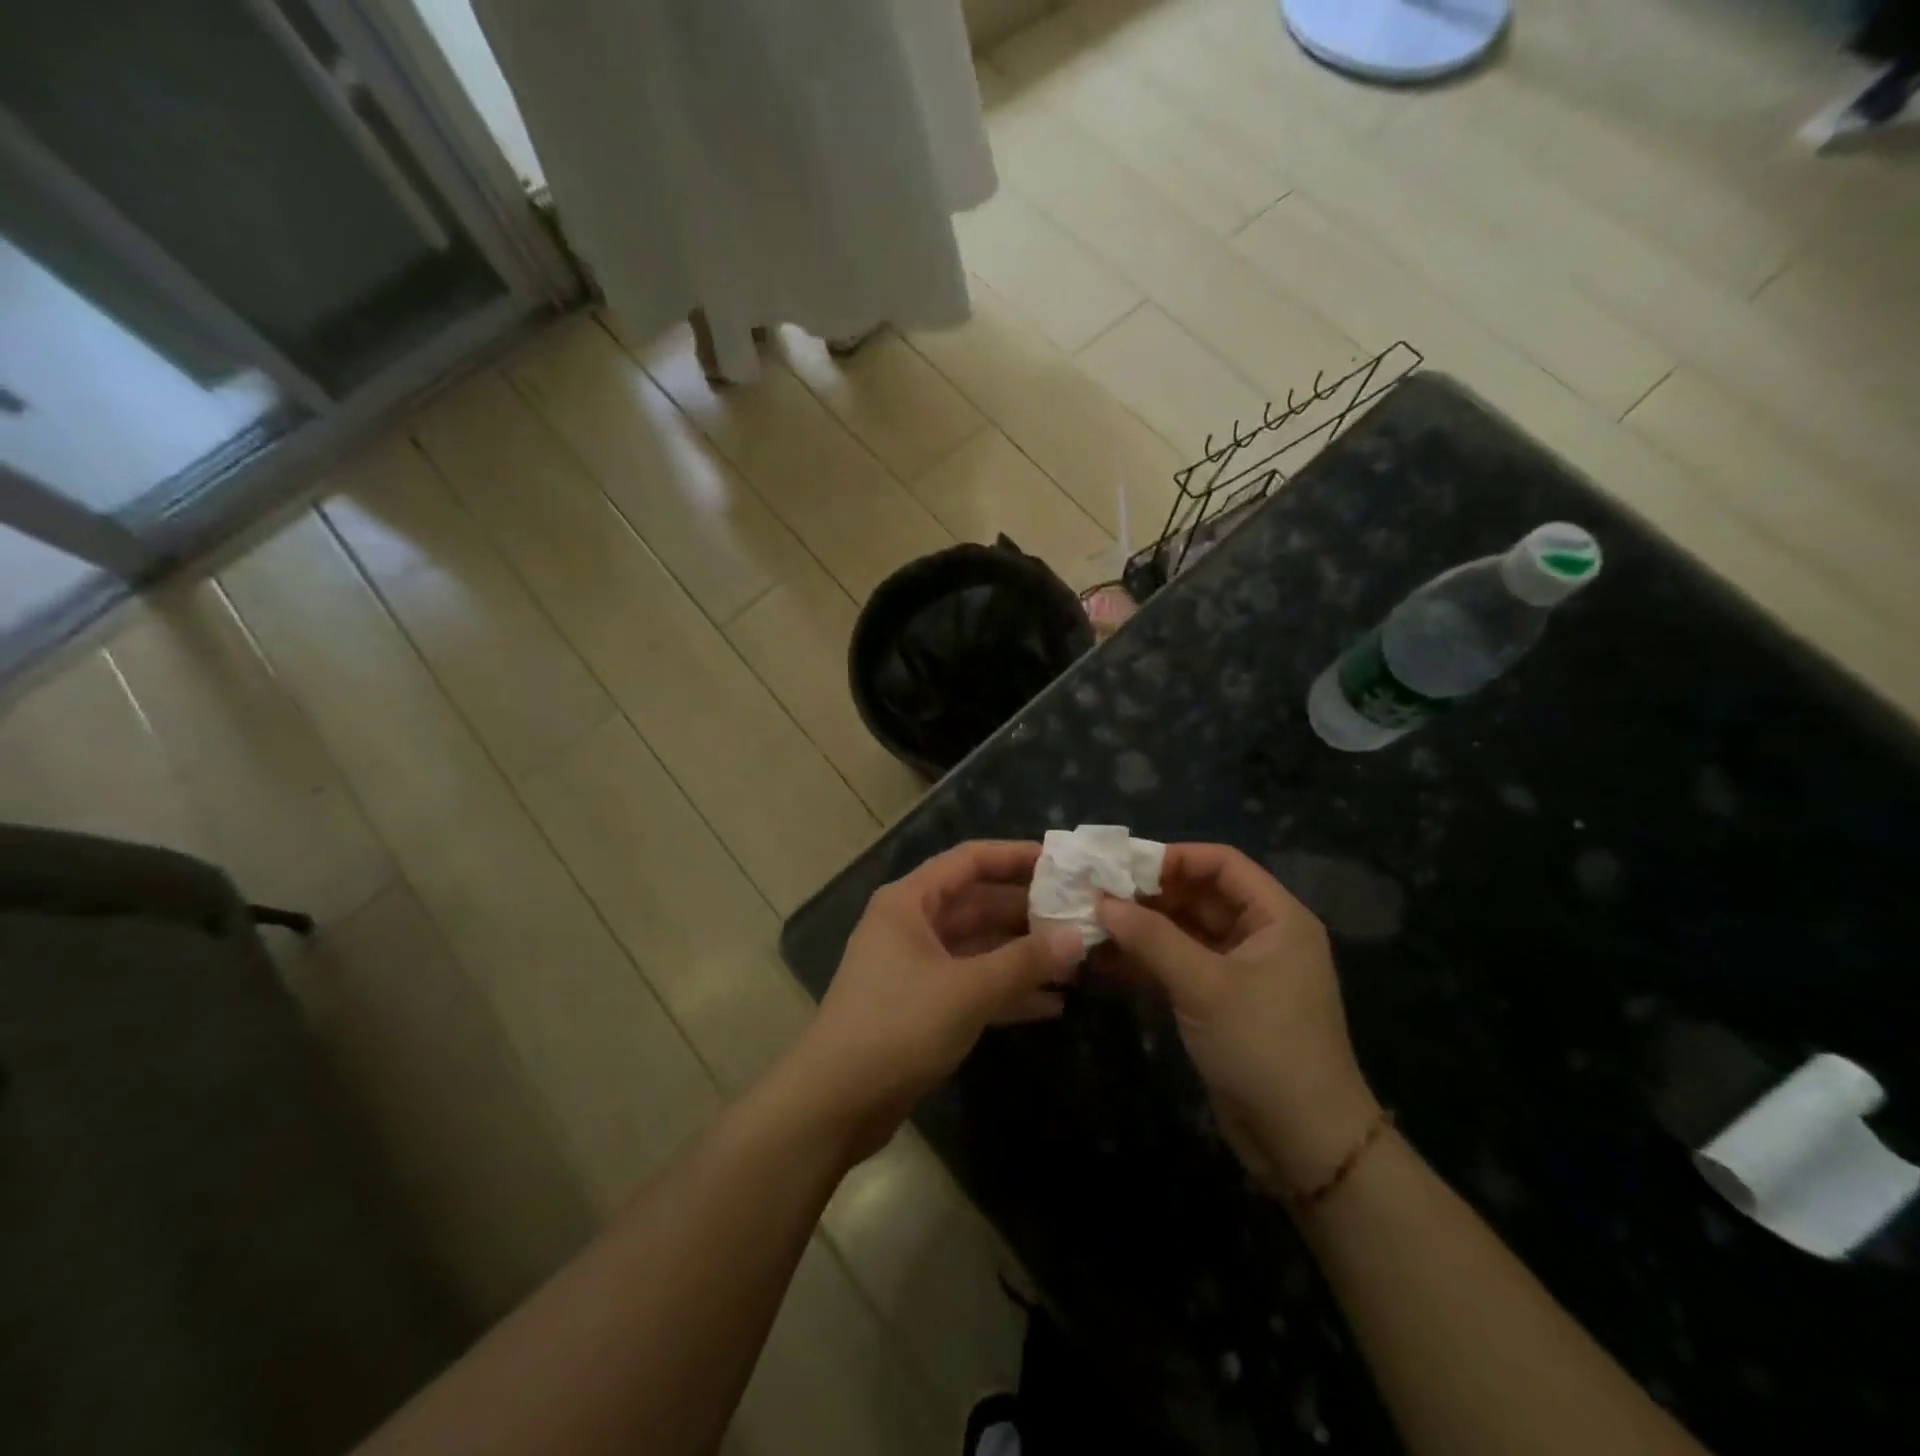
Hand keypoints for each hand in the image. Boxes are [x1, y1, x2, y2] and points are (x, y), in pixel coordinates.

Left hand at [788, 841, 1084, 1157]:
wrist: (837, 1102)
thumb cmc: (899, 1026)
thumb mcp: (968, 990)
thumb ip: (1025, 961)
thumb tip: (1077, 937)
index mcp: (909, 902)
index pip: (969, 860)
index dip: (1014, 856)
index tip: (1059, 862)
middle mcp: (910, 925)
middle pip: (976, 904)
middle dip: (1026, 912)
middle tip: (1078, 916)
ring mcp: (914, 967)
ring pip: (976, 947)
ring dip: (1020, 955)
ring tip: (1074, 961)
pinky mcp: (920, 1006)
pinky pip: (970, 984)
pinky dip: (1005, 991)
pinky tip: (1051, 1004)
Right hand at [1096, 844, 1379, 1198]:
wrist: (1303, 1142)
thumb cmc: (1264, 1047)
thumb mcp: (1205, 986)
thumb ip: (1152, 938)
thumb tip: (1101, 901)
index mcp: (1276, 918)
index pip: (1222, 864)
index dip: (1173, 858)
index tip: (1121, 865)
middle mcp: (1259, 935)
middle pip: (1198, 896)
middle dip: (1147, 895)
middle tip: (1094, 894)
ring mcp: (1237, 970)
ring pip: (1183, 932)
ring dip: (1140, 929)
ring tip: (1089, 923)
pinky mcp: (1218, 1002)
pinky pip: (1178, 966)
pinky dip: (1145, 961)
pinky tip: (1104, 960)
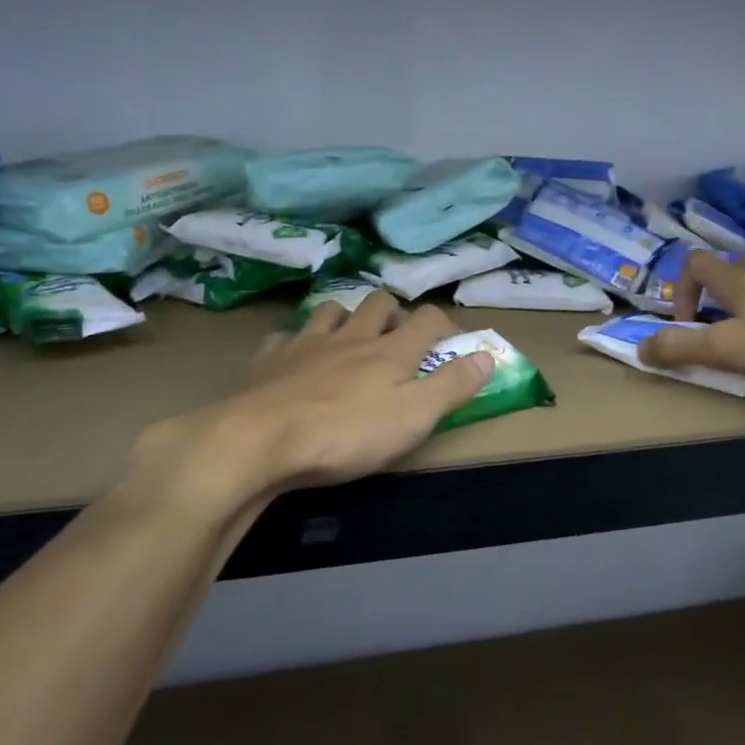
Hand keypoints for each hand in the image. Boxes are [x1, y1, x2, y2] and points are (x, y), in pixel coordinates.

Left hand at [130, 293, 492, 511]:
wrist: (256, 440)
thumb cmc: (345, 434)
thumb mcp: (413, 417)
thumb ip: (452, 385)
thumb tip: (488, 355)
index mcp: (390, 351)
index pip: (427, 320)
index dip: (444, 324)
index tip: (450, 340)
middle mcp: (351, 336)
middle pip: (379, 303)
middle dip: (394, 311)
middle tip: (398, 335)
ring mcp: (305, 343)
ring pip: (332, 309)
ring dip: (346, 316)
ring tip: (349, 335)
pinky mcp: (267, 359)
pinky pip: (285, 336)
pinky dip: (296, 341)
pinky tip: (293, 356)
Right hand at [640, 250, 744, 392]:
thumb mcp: (724, 349)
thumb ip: (678, 348)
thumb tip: (640, 349)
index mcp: (737, 281)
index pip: (695, 263)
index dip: (679, 290)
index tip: (685, 325)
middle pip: (725, 281)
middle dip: (709, 310)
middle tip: (711, 343)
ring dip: (741, 322)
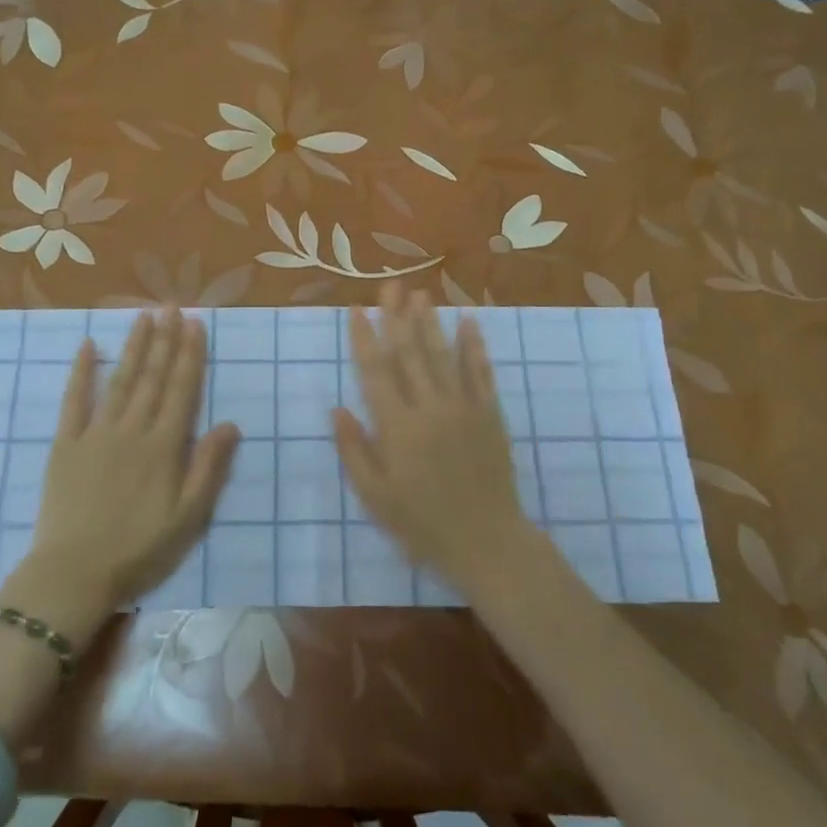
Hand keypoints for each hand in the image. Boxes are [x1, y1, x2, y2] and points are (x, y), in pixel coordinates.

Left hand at [25, 307, 240, 609]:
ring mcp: (96, 434)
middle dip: (165, 339)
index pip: (182, 389)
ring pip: (120, 380)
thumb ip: (209, 468)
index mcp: (164, 447)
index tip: (196, 323)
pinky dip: (81, 372)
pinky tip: (89, 346)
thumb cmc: (139, 550)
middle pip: (153, 377)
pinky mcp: (66, 445)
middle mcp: (132, 430)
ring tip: (144, 315)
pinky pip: (74, 401)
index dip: (191, 354)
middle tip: (172, 305)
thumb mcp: (189, 518)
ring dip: (134, 346)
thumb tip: (231, 423)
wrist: (74, 574)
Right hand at [333, 282, 534, 590]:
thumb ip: (354, 450)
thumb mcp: (375, 496)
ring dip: (429, 322)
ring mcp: (463, 407)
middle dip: (396, 317)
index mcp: (397, 427)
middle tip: (389, 287)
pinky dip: (474, 345)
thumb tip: (337, 409)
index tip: (356, 310)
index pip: (376, 372)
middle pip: (409, 353)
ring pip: (442, 355)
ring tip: (419, 294)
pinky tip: (468, 321)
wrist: (485, 540)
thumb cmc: (422, 523)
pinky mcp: (490, 413)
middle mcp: (429, 407)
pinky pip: (481, 372)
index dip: (364, 338)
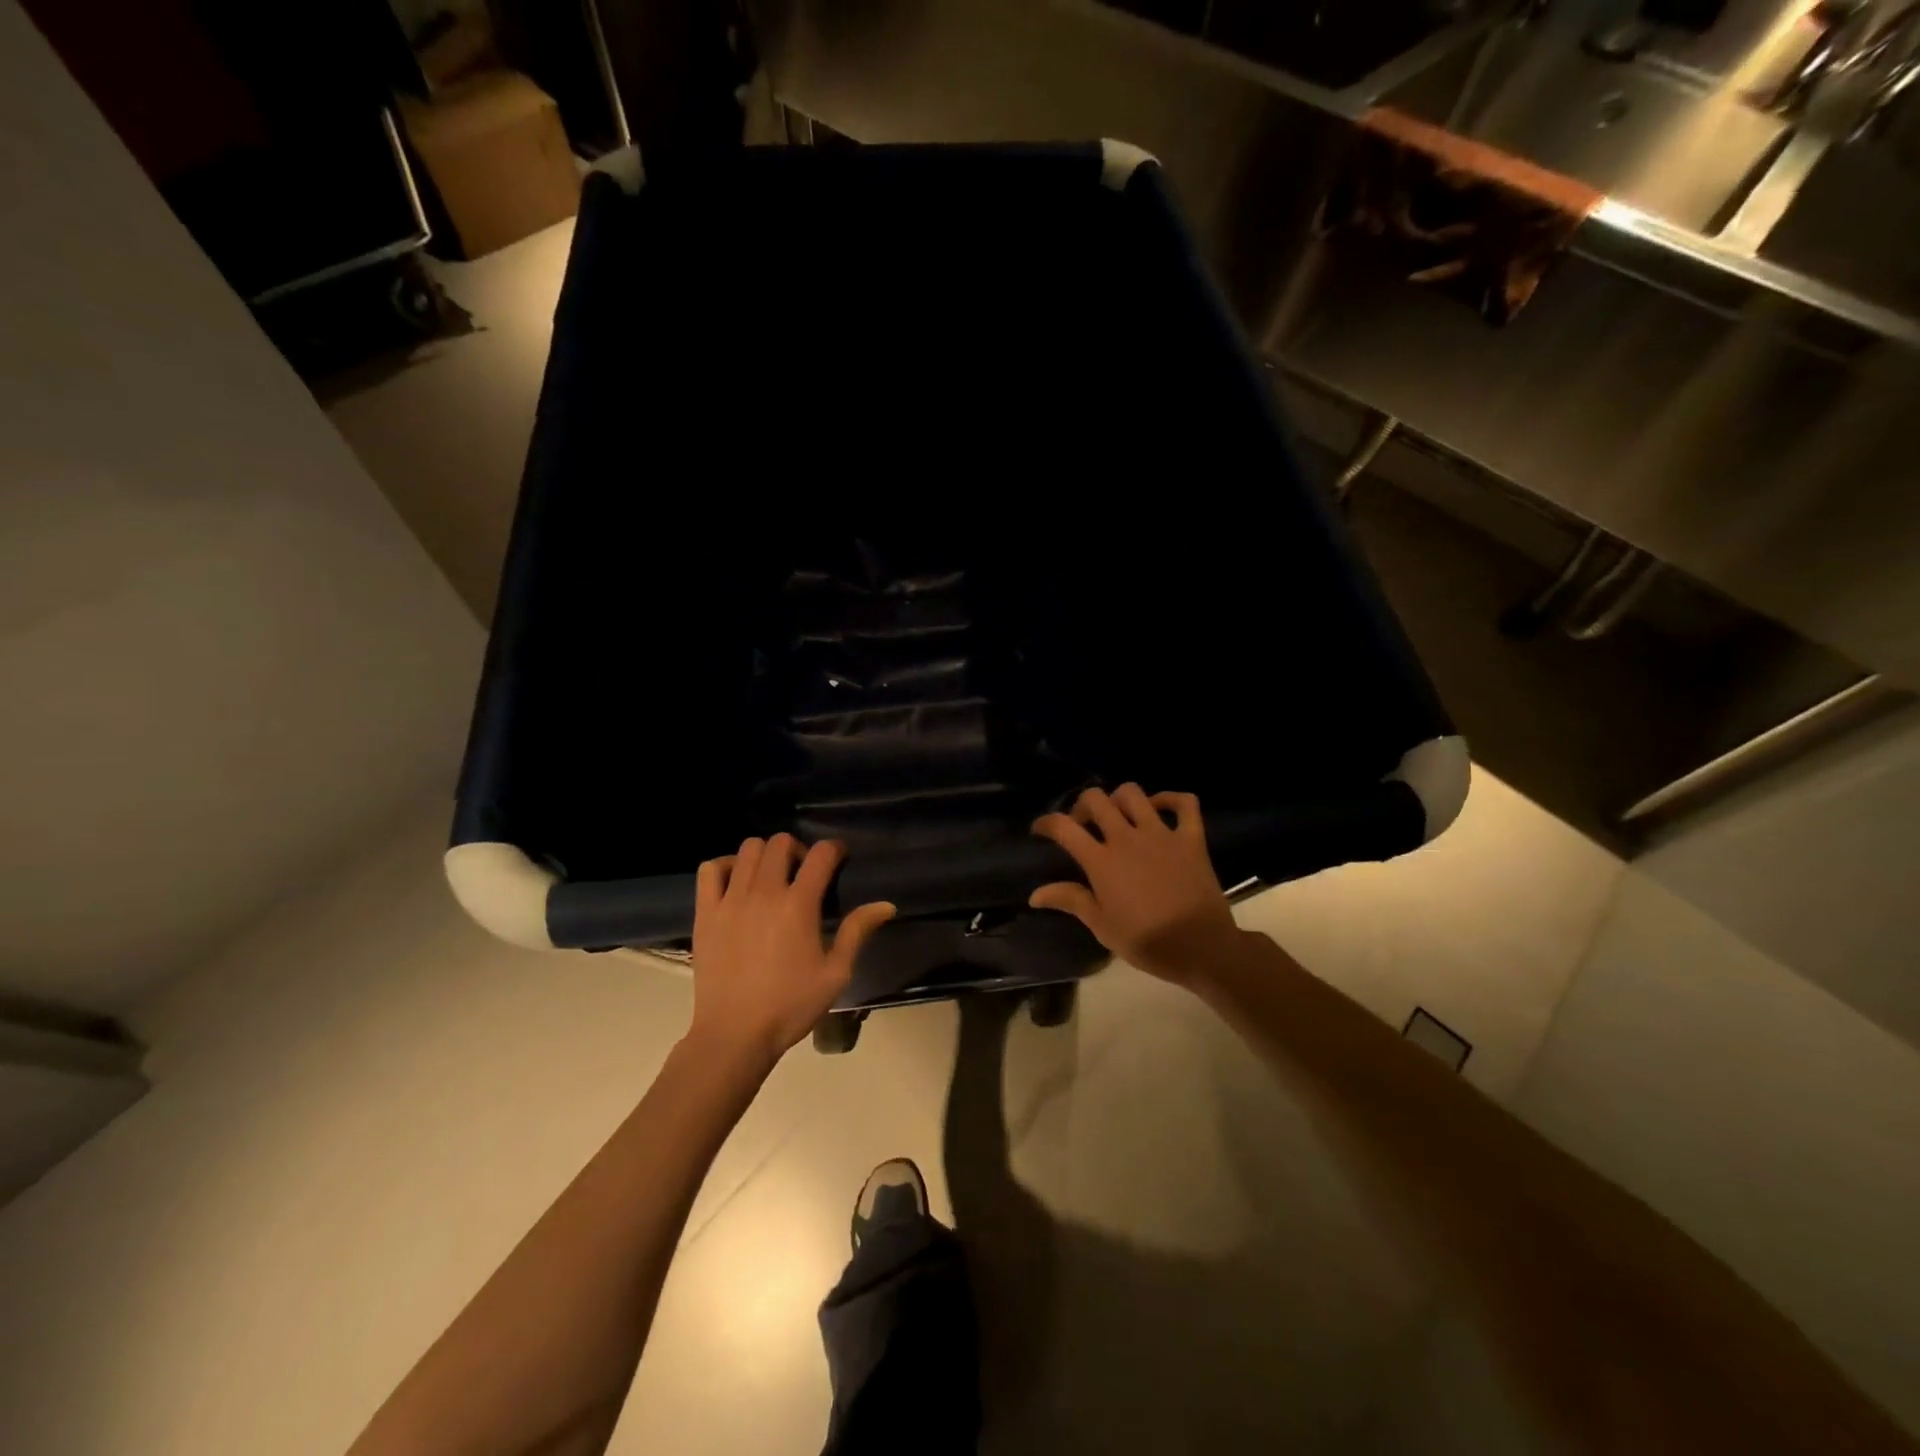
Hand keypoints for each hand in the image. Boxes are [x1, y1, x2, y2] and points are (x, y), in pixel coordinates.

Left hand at [690, 834, 894, 1069]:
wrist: (734, 1035)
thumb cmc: (790, 1006)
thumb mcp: (835, 973)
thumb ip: (857, 932)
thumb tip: (886, 905)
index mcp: (799, 905)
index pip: (821, 854)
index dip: (834, 849)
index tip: (839, 858)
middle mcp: (764, 893)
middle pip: (781, 842)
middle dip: (799, 849)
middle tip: (804, 874)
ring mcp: (730, 900)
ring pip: (748, 849)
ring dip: (766, 855)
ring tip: (772, 878)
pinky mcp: (706, 912)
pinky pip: (710, 869)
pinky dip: (726, 865)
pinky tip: (737, 883)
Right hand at [1029, 785, 1239, 987]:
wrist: (1201, 948)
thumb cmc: (1147, 941)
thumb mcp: (1102, 926)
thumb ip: (1070, 900)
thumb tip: (1035, 894)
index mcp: (1101, 861)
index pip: (1063, 827)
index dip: (1046, 823)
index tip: (1040, 830)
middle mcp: (1127, 838)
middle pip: (1096, 800)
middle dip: (1082, 806)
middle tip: (1082, 824)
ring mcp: (1161, 834)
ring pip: (1134, 794)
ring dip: (1119, 799)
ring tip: (1118, 816)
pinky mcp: (1191, 838)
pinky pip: (1184, 804)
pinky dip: (1171, 799)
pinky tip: (1159, 809)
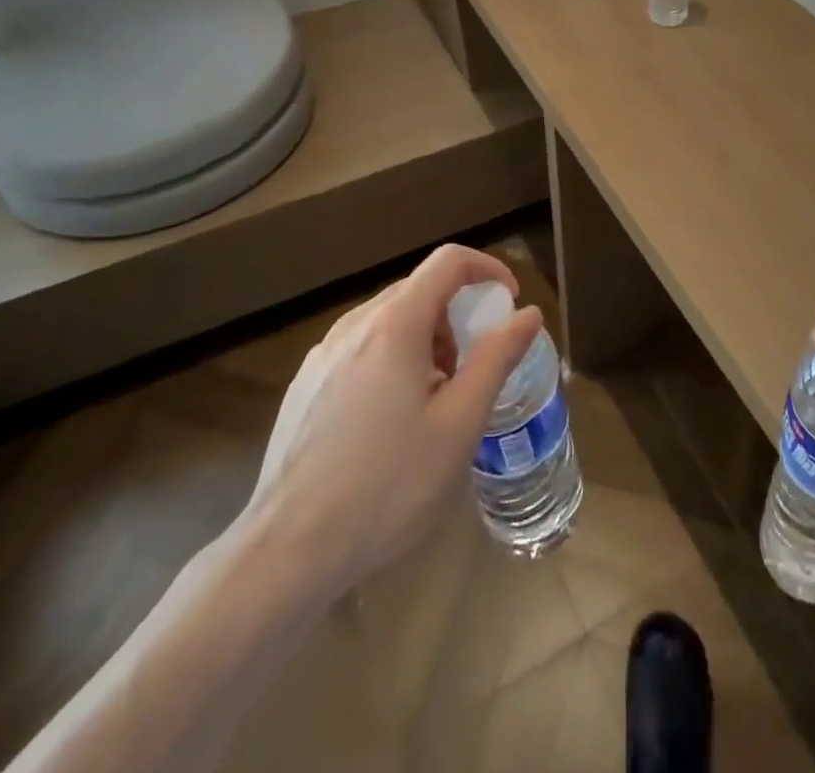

------

__WHAT THIS TASK INVOLVES__. Your task is to copy each line from the material above that includes the word "Left".

__SOLUTION TO THIS TASK__.
Left hand at [788, 841, 1084, 1157]:
Left hand at [130, 293, 492, 511]:
Left hand at [25, 307, 240, 609]:
Left hand at [690, 834, 894, 1069]:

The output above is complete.